J Cancer 2019; 10(13):3028-3036. doi:10.7150/jca.30588 This issue
1. Stem Cell Laboratory, Department of Research, Hualien Tzu Chi Hospital, Buddhist Tzu Chi Medical Foundation; Hualien, Taiwan
2. Department of Pediatrics, Hualien Tzu Chi Hospital, Buddhist Tzu Chi Medical Foundation; Tzu Chi University, Hualien, Taiwan
3. Department of Obstetrics and Gynecology, Hualien Tzu-Chi Hospital, Buddhist Tzu Chi Medical Foundation; Tzu Chi University, Hualien, Taiwan
4. Institute of Medical Sciences, Tzu Chi University; Hualien, Taiwan
Fallopian tube epithelial cells (FTECs) are thought to be the origin of epithelial ovarian cancer. However, the effect of the hormones on FTECs is unknown, and therefore, this study explored this effect. We successfully derived FTECs from the fallopian tube epithelial layer and treated them with estradiol and progesterone. Reverse transcription polymerase chain reaction was used to evaluate the gene expression of the FTECs' hormone receptors. Confocal and electron microscopy were used to evaluate the morphology of the FTECs after they were treated with hormones. Finally, quantitative PCR was used to evaluate the gene expression of the hormone-treated FTECs. The results showed that the FTECs exhibited cuboidal cell morphology and could be maintained at a constant proliferation rate. Furthermore, flow cytometry revealed that the FTECs expressed stem cell markers, such as SSEA3, SSEA4, and Lgr5. Moreover, the FTECs could express both estrogen and progesterone receptors.
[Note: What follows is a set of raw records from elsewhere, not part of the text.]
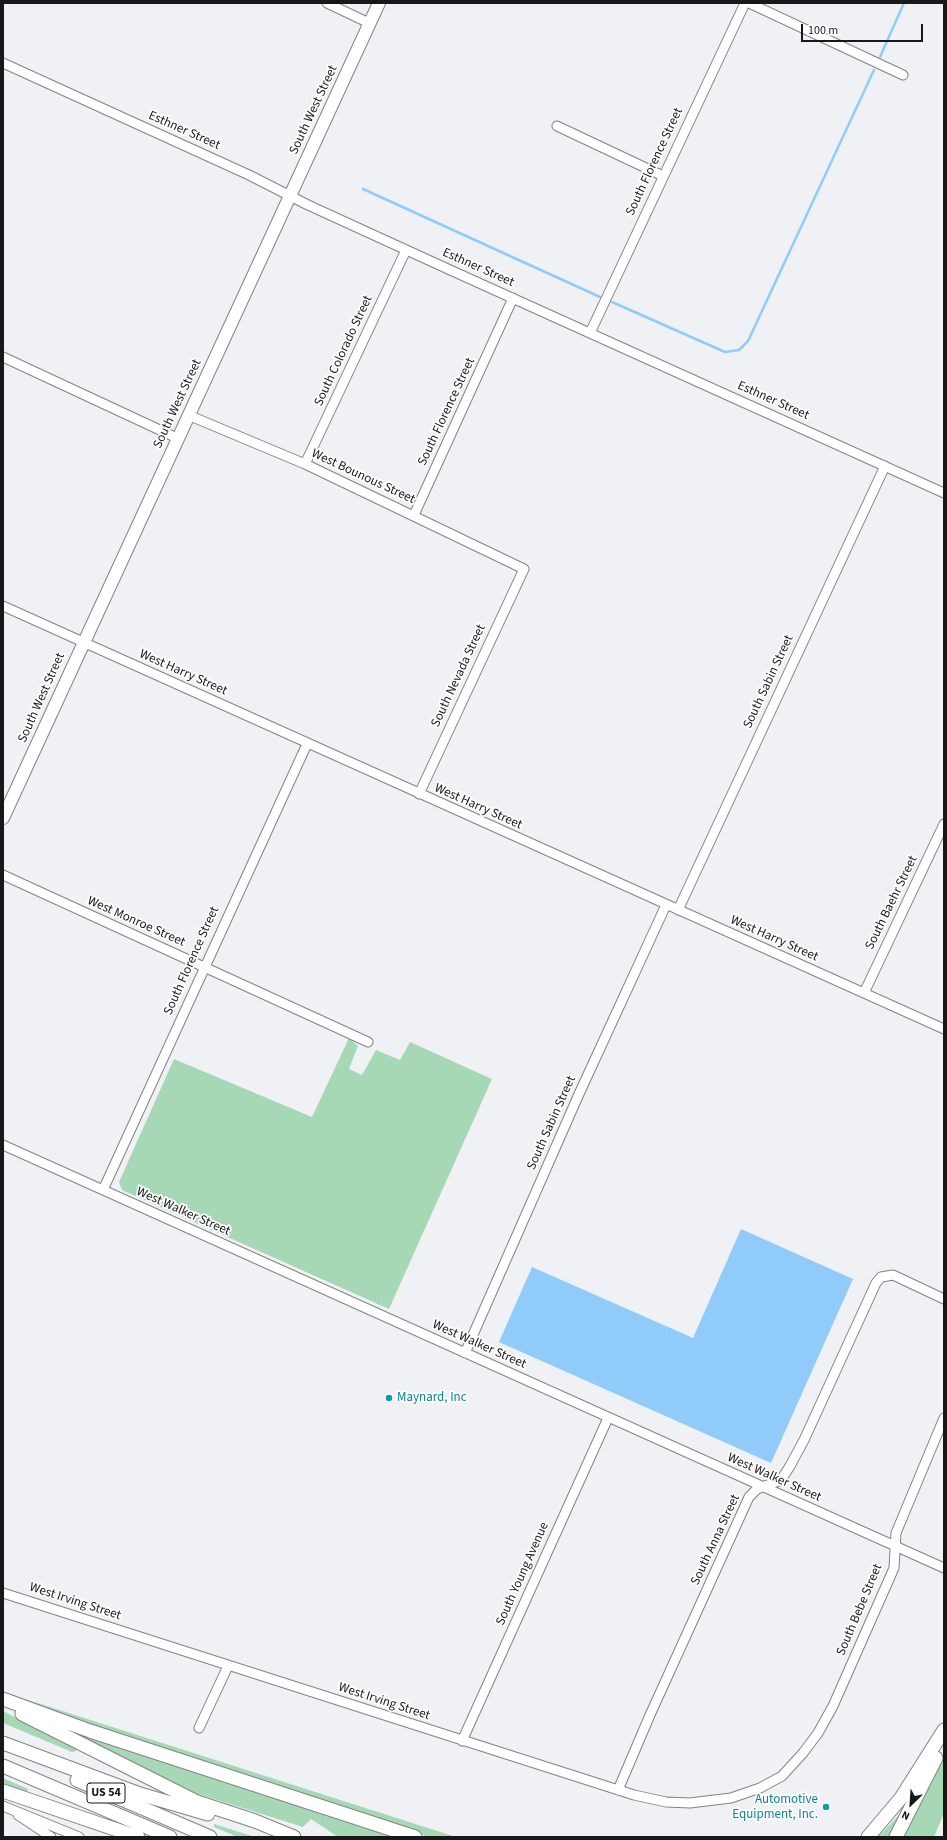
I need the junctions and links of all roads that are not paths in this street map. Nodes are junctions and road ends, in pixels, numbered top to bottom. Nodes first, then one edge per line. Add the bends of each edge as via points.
1 (327, 3) edge
2 (378, 3) edge
3 (745, 3) edge
4 (749, 3) edge
5 (369, 23) junction
6 (3, 63) edge
7 (903, 75) dead end
8 (556, 126) dead end
9 (663, 176) junction
10 (290, 196) junction
11 (406, 250) junction
12 (513, 298) junction
13 (590, 333) junction
14 (3, 357) edge
15 (188, 415) junction
16 (177, 438) junction
17 (305, 464) junction
18 (885, 466) junction
19 (944, 492) edge
20 (414, 515) junction
21 (524, 569) joint
22 (3, 606) edge
23 (83, 642) junction
24 (307, 744) junction
25 (419, 794) junction
26 (3, 818) edge
27 (944, 824) edge
28 (3, 875) edge
29 (666, 905) junction
30 (678, 910) junction
31 (204, 967) junction
32 (864, 993) junction
33 (944, 1029) edge
34 (368, 1042) dead end
35 (3, 1145) edge
36 (103, 1190) junction
37 (944, 1299) edge
38 (465, 1353) junction
39 (608, 1418) junction
40 (944, 1418) edge
41 (763, 1487) junction
42 (894, 1546) junction
43 (944, 1568) edge
44 (3, 1593) edge
45 (228, 1666) junction
46 (3, 1699) edge
47 (3, 1705) edge
48 (199, 1728) dead end
49 (944, 1730) edge
50 (462, 1741) junction
51 (3, 1742) edge
52 (944, 1742) edge
53 (3, 1749) edge
54 (3, 1766) edge
55 (760, 1788) joint
56 (618, 1790) junction
57 (3, 1791) edge
58 (3, 1806) edge
59 (14, 1812) junction
60 (271, 1830) junction
61 (51, 1837) edge
62 (79, 1837) edge
63 (138, 1837) edge
64 (170, 1837) edge
65 (210, 1837) edge
66 (294, 1837) edge
67 (416, 1837) edge
68 (868, 1837) edge
69 (896, 1837) edge

1 - 5 street
2 - 5 main road, South West Street
3 - 9 street, South Florence Street
4 - 7 street
5 - 10 main road, South West Street
6 - 10 street, Esthner Street via 249,174
8 - 9 street
9 - 13 street, South Florence Street
10 - 11 street, Esthner Street
10 - 15 main road, South West Street
11 - 12 street, Esthner Street
11 - 17 street, South Colorado Street
12 - 13 street, Esthner Street
12 - 20 street, South Florence Street
13 - 18 street, Esthner Street
14 - 16 street
15 - 16 main road, South West Street
15 - 17 street, West Bounous Street
16 - 23 main road, South West Street
17 - 20 street, West Bounous Street
18 - 19 street, Esthner Street
18 - 30 street, South Sabin Street
20 - 21 street, West Bounous Street
21 - 25 street, South Nevada Street
22 - 23 street, West Harry Street
23 - 24 street, West Harry Street
23 - 26 main road, South West Street
24 - 25 street, West Harry Street
24 - 31 street, South Florence Street
25 - 29 street, West Harry Street
27 - 32 street, South Baehr Street
28 - 31 street, West Monroe Street
29 - 30 street, West Harry Street
29 - 38 street, South Sabin Street via 582,1087
30 - 32 street, West Harry Street
31 - 34 street, West Monroe Street
31 - 36 street, South Florence Street
32 - 33 street, West Harry Street
35 - 36 street, West Walker Street
36 - 38 street, West Walker Street
37 - 41 street, South Anna Street via 893,1275 881,1277 790,1466 781,1480
38 - 39 street, West Walker Street
39 - 41 street, West Walker Street
39 - 50 street, South Young Avenue
40 - 42 street, South Bebe Street via 896,1533
41 - 42 street, West Walker Street
41 - 56 street, South Anna Street via 757,1489 750,1497
42 - 43 street, West Walker Street
42 - 55 street, South Bebe Street via 894,1568 818,1733 782,1776
44 - 45 street, West Irving Street
45 - 48 street
45 - 50 street, West Irving Street
46 - 67 highway via 90,1731
47 - 60 highway via 197,1802
49 - 68 highway via 901,1798
50 - 56 street, West Irving Street
51 - 60 highway via 140,1794
52 - 69 highway
53 - 65 highway, US 54
54 - 64 highway, US 54
55 - 56 street, West Irving Street via 731,1798 690,1803 666,1802
57 - 63 highway
58 - 59 street
59 - 61 street
59 - 62 street via 34,1817
60 - 66 highway

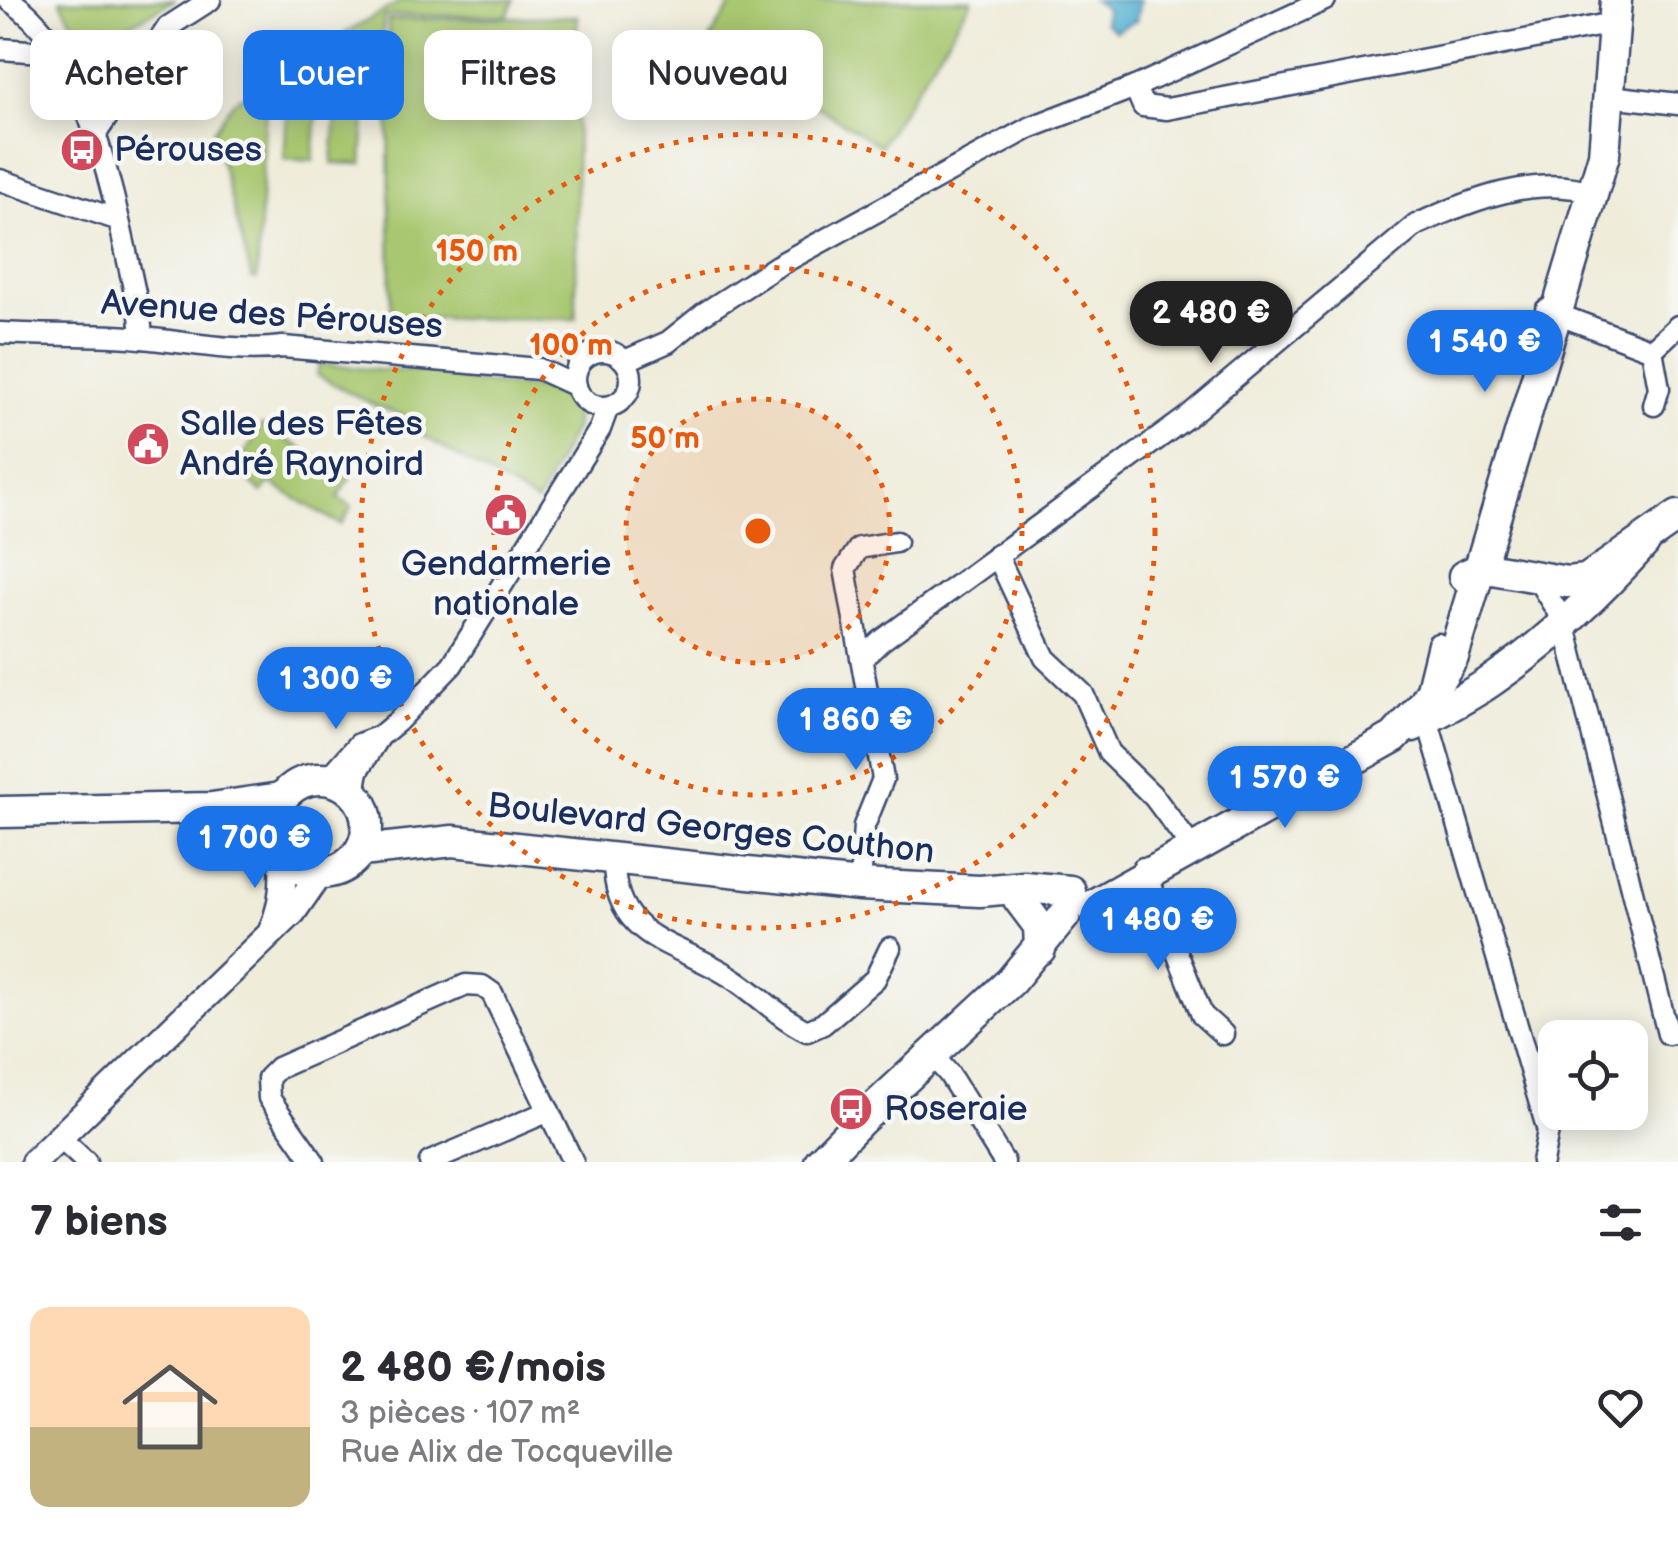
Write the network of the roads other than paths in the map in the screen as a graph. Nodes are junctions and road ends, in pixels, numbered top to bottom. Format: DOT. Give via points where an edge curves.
graph roads {
  1 [pos="9,0"];
  2 [pos="210,0"];
  3 [pos="1325,0"];
  4 [pos="1612,12"];
  5 [pos="42,30"];
  6 [pos="0,48"];
  7 [pos="30,51"];
  8 [pos="1135,87"];
  9 [pos="1610,96"];
  10 [pos="1678,104"];
  11 [pos="90,120"];
  12 [pos="95,134"];
  13 [pos="0,180"];
  14 [pos="1588,191"];
  15 [pos="116,218"];
  16 [pos="1551,312"];
  17 [pos="1678,326"];
  18 [pos="0,332"];
  19 [pos="142,338"];
  20 [pos="668,342"];
  21 [pos="1652,350"];
  22 [pos="582,361"];
  23 [pos="624,361"];
  24 [pos="539,369"];
  25 [pos="630,387"];
  26 [pos="581,394"];
  27 [pos="1654,406"];
  28 [pos="608,407"];
  29 [pos="583,454"];
  30 [pos="1678,516"];
  31 [pos="1494,524"];
  32 [pos="896,542"];
  33 [pos="1644,542"];
  34 [pos="997,554"];
  35 [pos="1470,574"];
  36 [pos="1536,577"];
  37 [pos="1564,622"];
  38 [pos="1445,651"];
  39 [pos="862,659"];
  40 [pos="1493,680"];
  41 [pos="1418,708"];
  42 [pos="350,797"];
  43 [pos="282,798"];
  44 [pos="212,808"];
  45 [pos="0,812"];
  46 [pos="278,841"];
  47 [pos="434,842"];
  48 [pos="1189,844"];
  49 [pos="361,851"];
  50 [pos="614,860"];
  51 [pos="1144,871"];
  52 [pos="320,873"];
  53 [pos="860,885"];
  54 [pos="980,890"];
  55 [pos="1018,898"];
  56 [pos="1073,905"];
  57 [pos="270,934"];
  58 [pos="890,948"];
  59 [pos="1040,949"];
  60 [pos="1011,981"];
  61 [pos="1678,1032"];
  62 [pos="1224,1034"];
  63 [pos="932,1055"];
  64 [pos="548,1111"];
  65 [pos="60,1138"];
  66 [pos="34,1162"];
  67 [pos="86,1162"];
  68 [pos="314,1162"];
  69 [pos="430,1162"];
  70 [pos="573,1162"];
  71 [pos="820,1162"];
  72 [pos="1004,1162"];
  73 [pos="1542,1162"];
  1 -- 5 [label="street"];
  2 -- 12 [label="street" via="168,27"];
  3 -- 8 [label="street"];
  4 -- 8 [label="street" via="1166,109 1143,106"];
  4 -- 9 [label="main road"];
  4 -- 14 [label="main road"];
  6 -- 7 [label="street"];
  8 -- 20 [label="street" via="1029,128 777,266"];
  9 -- 10 [label="street"];
  9 -- 14 [label="main road" via="1604,155"];
  11 -- 12 [label="street"];
  12 -- 15 [label="street"];
  13 -- 15 [label="street"];
  14 -- 16 [label="main road"];
  14 -- 34 [label="street" via="1520,189 1416,225 1186,418"];
  15 -- 19 [label="street"];
  16 -- 21 [label="street"];
  16 -- 31 [label="main road"];
  16 -- 35 [label="main road"];
  17 -- 21 [label="street"];
  18 -- 19 [label="street, Avenue des Pérouses"];
  19 -- 24 [label="street, Avenue des Pérouses"];
  20 -- 23 [label="street"];
  20 -- 25 [label="street"];
  21 -- 27 [label="street" via="1659,388"];
  22 -- 23 [label="street" via="608,352"];
  22 -- 24 [label="street, Avenue des Pérouses"];
  22 -- 26 [label="street" via="575,377"];
  23 -- 25 [label="street"];
  24 -- 26 [label="street, Avenue des Pérouses"];
  25 -- 28 [label="street"];
  26 -- 28 [label="street"];
  26 -- 29 [label="street"];
  28 -- 29 [label="street"];
  29 -- 42 [label="street" via="452,666 380,736"];
  30 -- 33 [label="main road"];
  31 -- 35 [label="main road"];
  31 -- 36 [label="main road"];
  32 -- 39 [label="street" via="860,548 845,569"];
  33 -- 36 [label="main road" via="1586,580"];
  33 -- 37 [label="main road"];
  34 -- 39 [label="street"];
  34 -- 48 [label="street" via="1045,658 1083,694 1109,752"];
  35 -- 36 [label="main road"];
  35 -- 38 [label="main road"];
  36 -- 37 [label="street"];
  37 -- 40 [label="main road"];
  37 -- 61 [label="street" via="1668,1034"];
  38 -- 40 [label="main road"];
  38 -- 41 [label="main road"];
  39 -- 53 [label="street" via="883,778 864,826"];
  40 -- 41 [label="main road"];
  41 -- 48 [label="main road"];
  41 -- 48 [label="main road" via="1394,736"];
  41 -- 73 [label="street" via="1548,1131"];
  42 -- 43 [label="main road" via="302,782"];
  42 -- 47 [label="main road, Boulevard Georges Couthon"];
  42 -- 49 [label="main road" via="367,836"];
  43 -- 44 [label="main road"];
  43 -- 46 [label="main road" via="275,813"];
  44 -- 45 [label="main road"];
  44 -- 46 [label="main road"];
  46 -- 52 [label="main road" via="306,871"];
  46 -- 57 [label="street" via="284,882"];
  47 -- 49 [label="main road, Boulevard Georges Couthon"];
  47 -- 50 [label="main road, Boulevard Georges Couthon"];
  48 -- 51 [label="main road"];
  49 -- 52 [label="main road" via="336,871"];
  50 -- 53 [label="main road, Boulevard Georges Couthon"];
  50 -- 58 [label="street" via="616,887 629,916 650,938 726,974 807,1032 876,979"];
  51 -- 56 [label="main road"];
  51 -- 62 [label="street" via="1202,1015"];
  52 -- 57 [label="street"];
  53 -- 54 [label="main road, Boulevard Georges Couthon"];
  54 -- 55 [label="main road, Boulevard Georges Couthon"];
  54 -- 56 [label="main road, Boulevard Georges Couthon" via="1024,887"];
  55 -- 56 [label="main road, Boulevard Georges Couthon"];
  55 -- 59 [label="main road" via="1039,926"];
  56 -- 59 [label="main road"];
  56 -- 60 [label="main road" via="1048,956"];
  57 -- 65 [label="street"];
  59 -- 60 [label="main road"];
  60 -- 63 [label="main road"];
  63 -- 71 [label="main road"];
  63 -- 72 [label="street"];
  64 -- 68 [label="street" via="492,993 466,985 268,1078 269,1098"];
  64 -- 69 [label="street"];
  64 -- 70 [label="street"];
  65 -- 66 [label="street"];
  65 -- 67 [label="street"];
}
In a culture treated with 400 nM estrogen, the FTECs differentiated toward ciliated cells, whereas in a culture treated with estradiol or progesterone, the FTECs increased their expression of certain stem cell markers (SSEA3, SSEA4, and Aldh1) and stemness genes [Wnt (AXIN2, LGR5, LGR6, and OLFM4) and Notch (Hes1) signaling]. In conclusion, hormones may alter the gene expressions of FTECs, and these cells may provide new insights into how FTECs regenerate in response to hormones.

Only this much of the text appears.